Actually, the second headline didn’t appear anywhere, but the first seemed to be everywhere, not just in Indian newspapers, but also Indian-American publications. Almost every major city in America has an Indian-American publication that’s full of news from India, articles about the achievements of Indian-Americans, and, of course, matrimonial ads. The article about Raji’s appointment drew plenty of attention from Indian-American readers, almost as much attention as the tall Gujarati doctor seeking a bride.
Ambassadorships are plum positions, but they don’t carry the importance of a seat in Congress or a state governorship. Perhaps that’s why the Indian media didn’t dispatch a slew of reporters all over the country to track down Raji’s relatives. Surely she has a grandmother or great aunt in some remote village who could express the family’s pride at her achievement, saying something like, “From the time she was a child, we knew she would do something great with her life.”
Raji, an investment banker, is eminently qualified for an ambassadorship: she raised $3 million for Obama’s 2012 re-election campaign. That’s how it generally works.
America’s first Indian-American ambassador, Vinai Thummalapally, a college friend of Obama’s, served in Belize from 2009 to 2013. He had no previous experience as a diplomat, but did pass the president’s foreign service exam, which consisted of a single question: “How much money did you raise for me, bro?”

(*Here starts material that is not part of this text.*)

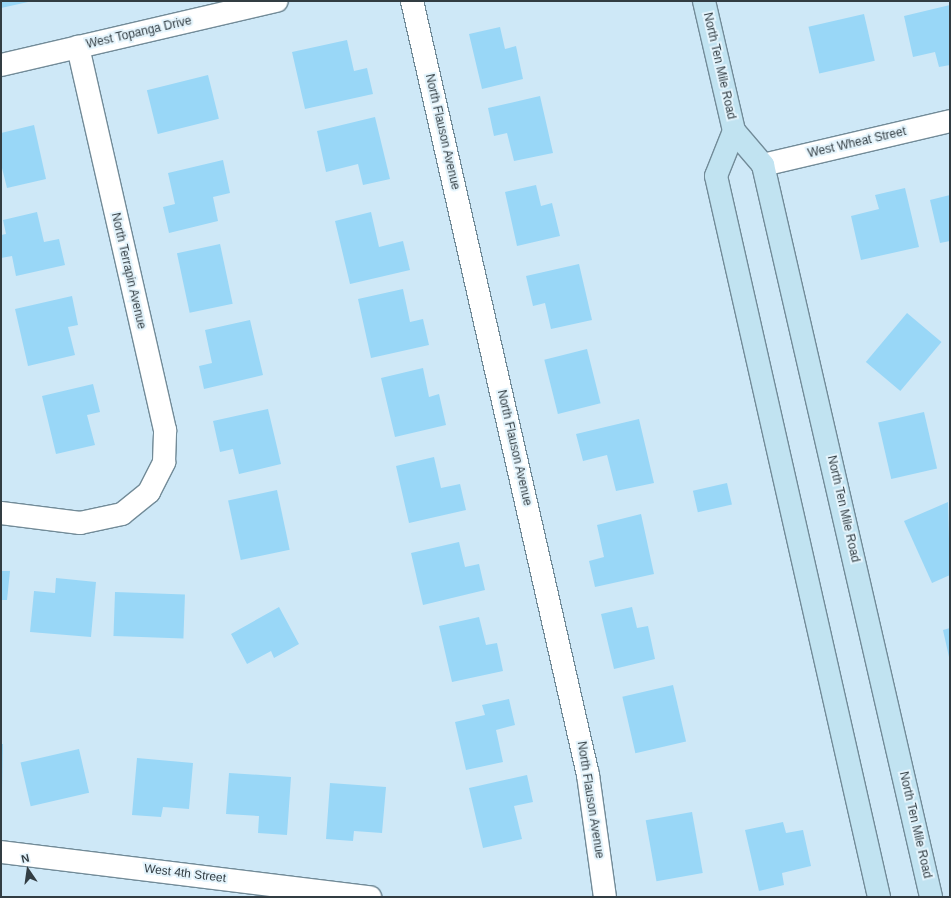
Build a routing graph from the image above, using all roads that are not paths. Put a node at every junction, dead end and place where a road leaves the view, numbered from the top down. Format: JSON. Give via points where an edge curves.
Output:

Even if Raji, like many others, bought her way to an ambassadorship, it was still a proud moment for Indian-Americans, as reflected in the Indian media. But there was only one problem: The pesky Iranians were also claiming her. A tweet from Trita Parsi, president of the nonprofit National Iranian American Council, called Raji the first Iranian-American ambassador to Sweden. I know what you’re thinking: “Silly Iranians, they’re always mixed up!”
The White House staff didn’t help matters. They printed Raji’s bio on the official website, stating the following: “Raji was born in Tehran, Iran, and spent her early years growing up and studying in Iran and Western Europe. She attended and graduated from an international high school in Lausanne, Switzerland, where she was a competitive downhill skier and chess player, before coming to live in the United States for the first time, to attend college at age 17. Throughout her life she has lived, studied, and worked in the Middle East, Latin America, Western Europe, and the Far East, and is fluent and literate in several languages, including Farsi and French.”
What? No mention of her grandparents in India or her fluency in Hindi? How could that be? Surely someone at the White House must have a drinking problem. With a name like Azita Raji, she has to be Indian-American.
The Indian media were soon being blamed for jumping to conclusions and not checking their facts. But I’m not quite convinced that they got it wrong, especially since Raji has not shared her family tree.
Just because she was born in Tehran doesn’t mean that her parents didn’t come from India. For all we know, she could be Indian-Iranian-American. Perhaps the Iranian community is covering up her connections to India, trying to take all the credit for her achievements. I wouldn’t put it past them.
Perhaps they also raised a lot of money for Obama’s re-election campaign. Sent him a big check, along with a note that said, “Whomever you appoint as ambassador to Sweden, please tell everyone that she’s Iranian-American.”